Schwankend stand er auf und rannte zur Toilette. Er übergab sich. Die brennende Salzsäure spürte er nun noch deutlicher. Ekelhaft!
Er hielt seinen Kopf unter den Wasserhahn, aus dem ein dünnes Rinnsal von lauwarmem Wasser herauskam. Er füllte seinen Mund mit Wasser und gurgelte. Der saure Geschmack haftete an der Mundschleimhaut wie Kleister.
Er kam zurück, blieb an der Tür stehen und betrachtete seine Mutter und die ältere Schwester.
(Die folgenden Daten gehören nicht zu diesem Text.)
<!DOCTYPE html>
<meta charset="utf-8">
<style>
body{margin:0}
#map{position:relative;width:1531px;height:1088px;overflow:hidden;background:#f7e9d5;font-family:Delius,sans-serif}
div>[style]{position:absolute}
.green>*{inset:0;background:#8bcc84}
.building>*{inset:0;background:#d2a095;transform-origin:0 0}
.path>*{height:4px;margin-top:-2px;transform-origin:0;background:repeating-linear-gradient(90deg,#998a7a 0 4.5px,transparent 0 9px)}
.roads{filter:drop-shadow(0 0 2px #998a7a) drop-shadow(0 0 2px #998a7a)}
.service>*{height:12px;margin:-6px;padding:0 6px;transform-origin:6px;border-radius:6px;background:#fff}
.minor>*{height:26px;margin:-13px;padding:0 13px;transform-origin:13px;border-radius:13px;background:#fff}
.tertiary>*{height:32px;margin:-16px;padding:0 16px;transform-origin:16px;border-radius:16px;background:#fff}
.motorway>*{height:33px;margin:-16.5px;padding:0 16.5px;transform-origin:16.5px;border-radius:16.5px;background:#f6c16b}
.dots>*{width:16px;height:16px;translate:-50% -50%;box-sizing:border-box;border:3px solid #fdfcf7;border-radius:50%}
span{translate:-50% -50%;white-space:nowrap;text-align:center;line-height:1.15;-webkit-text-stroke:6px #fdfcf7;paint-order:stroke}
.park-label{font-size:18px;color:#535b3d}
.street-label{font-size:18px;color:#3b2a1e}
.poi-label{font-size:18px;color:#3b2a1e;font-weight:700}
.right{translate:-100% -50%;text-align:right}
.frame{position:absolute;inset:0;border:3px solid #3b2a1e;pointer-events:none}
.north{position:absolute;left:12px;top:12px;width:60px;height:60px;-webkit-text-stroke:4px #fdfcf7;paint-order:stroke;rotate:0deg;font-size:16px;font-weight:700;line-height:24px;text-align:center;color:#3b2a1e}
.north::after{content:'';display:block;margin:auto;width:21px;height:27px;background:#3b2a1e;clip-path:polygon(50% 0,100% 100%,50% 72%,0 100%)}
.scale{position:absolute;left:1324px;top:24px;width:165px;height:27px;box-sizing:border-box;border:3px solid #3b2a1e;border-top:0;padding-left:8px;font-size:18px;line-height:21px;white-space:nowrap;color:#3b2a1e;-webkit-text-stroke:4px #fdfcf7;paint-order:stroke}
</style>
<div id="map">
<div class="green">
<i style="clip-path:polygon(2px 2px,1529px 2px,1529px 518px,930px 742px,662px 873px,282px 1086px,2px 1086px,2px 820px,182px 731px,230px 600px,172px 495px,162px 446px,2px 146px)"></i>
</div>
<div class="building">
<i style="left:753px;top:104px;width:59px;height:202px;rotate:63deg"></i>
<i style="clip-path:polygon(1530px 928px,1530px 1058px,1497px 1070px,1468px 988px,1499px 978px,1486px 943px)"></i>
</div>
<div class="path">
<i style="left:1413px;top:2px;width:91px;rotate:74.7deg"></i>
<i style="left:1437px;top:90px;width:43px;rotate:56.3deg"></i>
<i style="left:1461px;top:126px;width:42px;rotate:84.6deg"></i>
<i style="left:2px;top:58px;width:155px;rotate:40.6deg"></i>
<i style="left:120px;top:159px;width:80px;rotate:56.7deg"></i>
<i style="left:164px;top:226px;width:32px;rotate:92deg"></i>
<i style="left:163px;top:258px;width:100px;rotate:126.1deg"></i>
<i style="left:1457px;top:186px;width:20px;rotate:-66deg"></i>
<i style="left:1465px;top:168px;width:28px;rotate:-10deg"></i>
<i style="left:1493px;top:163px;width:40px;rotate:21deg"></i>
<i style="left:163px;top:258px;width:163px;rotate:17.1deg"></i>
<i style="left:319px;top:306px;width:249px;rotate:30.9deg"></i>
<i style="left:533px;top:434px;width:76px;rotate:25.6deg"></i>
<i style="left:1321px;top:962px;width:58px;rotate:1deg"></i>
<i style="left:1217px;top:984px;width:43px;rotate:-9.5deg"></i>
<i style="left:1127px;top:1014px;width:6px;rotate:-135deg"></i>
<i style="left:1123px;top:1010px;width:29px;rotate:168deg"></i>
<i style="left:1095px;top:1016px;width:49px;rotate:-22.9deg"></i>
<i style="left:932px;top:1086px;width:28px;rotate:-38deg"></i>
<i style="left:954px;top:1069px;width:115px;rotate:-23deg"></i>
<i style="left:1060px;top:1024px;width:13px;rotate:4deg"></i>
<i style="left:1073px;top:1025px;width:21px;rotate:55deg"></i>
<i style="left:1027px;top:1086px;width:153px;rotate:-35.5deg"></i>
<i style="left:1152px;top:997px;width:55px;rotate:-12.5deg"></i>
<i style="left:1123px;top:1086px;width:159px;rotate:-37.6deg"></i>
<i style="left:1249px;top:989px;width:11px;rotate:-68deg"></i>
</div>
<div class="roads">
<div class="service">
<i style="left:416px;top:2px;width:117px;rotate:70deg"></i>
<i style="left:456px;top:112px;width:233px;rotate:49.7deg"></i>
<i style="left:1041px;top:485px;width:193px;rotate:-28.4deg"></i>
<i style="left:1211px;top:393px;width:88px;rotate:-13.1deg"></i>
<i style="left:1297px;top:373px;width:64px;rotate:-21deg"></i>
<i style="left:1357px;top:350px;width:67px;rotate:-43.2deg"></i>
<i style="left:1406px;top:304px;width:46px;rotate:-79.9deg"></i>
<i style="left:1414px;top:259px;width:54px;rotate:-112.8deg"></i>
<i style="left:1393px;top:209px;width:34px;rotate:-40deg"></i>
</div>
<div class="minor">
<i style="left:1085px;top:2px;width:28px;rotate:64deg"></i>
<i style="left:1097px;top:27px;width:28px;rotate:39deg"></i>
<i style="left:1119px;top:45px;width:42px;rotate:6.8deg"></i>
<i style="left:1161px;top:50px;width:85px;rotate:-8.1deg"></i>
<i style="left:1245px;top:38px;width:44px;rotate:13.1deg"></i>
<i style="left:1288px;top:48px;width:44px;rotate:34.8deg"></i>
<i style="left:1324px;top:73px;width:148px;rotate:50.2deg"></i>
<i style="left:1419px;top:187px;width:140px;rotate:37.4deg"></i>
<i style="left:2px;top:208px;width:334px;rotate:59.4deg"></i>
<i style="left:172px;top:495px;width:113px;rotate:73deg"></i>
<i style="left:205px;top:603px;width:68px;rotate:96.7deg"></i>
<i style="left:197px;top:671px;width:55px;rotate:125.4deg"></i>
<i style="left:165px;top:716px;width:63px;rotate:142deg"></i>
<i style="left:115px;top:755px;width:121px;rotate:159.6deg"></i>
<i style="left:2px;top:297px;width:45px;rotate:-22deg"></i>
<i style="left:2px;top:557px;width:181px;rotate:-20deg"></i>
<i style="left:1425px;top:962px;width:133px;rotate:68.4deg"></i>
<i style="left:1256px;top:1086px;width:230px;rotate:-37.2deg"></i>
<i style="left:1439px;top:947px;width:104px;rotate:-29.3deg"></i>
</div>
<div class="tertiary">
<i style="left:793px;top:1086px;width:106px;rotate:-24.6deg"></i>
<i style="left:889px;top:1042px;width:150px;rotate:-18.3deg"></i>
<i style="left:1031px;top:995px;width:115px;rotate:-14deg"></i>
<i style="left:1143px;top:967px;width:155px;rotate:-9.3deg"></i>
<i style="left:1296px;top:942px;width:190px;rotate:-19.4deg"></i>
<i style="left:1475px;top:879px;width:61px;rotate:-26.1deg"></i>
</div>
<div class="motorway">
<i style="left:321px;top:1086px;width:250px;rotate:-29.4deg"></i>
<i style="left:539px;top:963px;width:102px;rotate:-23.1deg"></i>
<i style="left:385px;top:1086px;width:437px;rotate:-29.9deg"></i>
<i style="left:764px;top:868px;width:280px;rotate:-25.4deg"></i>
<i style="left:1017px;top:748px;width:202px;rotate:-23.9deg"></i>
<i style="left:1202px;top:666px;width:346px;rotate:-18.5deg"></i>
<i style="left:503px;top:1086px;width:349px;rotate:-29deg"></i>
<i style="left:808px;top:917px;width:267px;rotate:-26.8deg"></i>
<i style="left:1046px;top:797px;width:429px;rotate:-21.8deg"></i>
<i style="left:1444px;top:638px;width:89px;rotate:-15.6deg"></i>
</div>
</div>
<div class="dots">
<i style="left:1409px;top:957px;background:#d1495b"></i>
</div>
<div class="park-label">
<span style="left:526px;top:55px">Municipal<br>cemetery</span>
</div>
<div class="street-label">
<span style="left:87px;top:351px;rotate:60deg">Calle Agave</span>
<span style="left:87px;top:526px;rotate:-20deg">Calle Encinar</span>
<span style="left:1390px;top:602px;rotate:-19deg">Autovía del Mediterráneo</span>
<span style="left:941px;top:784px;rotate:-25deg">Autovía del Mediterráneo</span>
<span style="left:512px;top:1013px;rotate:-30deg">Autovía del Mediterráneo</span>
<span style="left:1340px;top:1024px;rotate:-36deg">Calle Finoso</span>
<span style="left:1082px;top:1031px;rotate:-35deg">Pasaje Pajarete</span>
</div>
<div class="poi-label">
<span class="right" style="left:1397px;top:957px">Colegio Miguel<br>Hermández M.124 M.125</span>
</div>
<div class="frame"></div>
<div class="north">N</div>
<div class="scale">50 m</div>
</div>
Inzwischen gesellte sich auch die jüngere Schwester zu ihnen und weinte mit. Alle drei schlugen im selben Rhythmus ihre Hände aufs Gesicht, dann auf den Brustkorb und bewegten dabei ihre Köpfe samt Oberkörper nach vorne, als befanden sie sich im Bann eines Rituals.
Er betrachtete den zusammen gekrümmten Leichnam im Bett und konnte keine Ähnlichkeit mit seinem Vater, dem einst unschlagbaren Ringer, feststellen. Seine Blicke wanderten von dem Leichnam zu den drei Frauen, die unbeirrt im selben Rhythmus weinten. Dann fixierte er erneut den Leichnam.
Auf einmal wusste er, was er später als Erwachsener werden würde.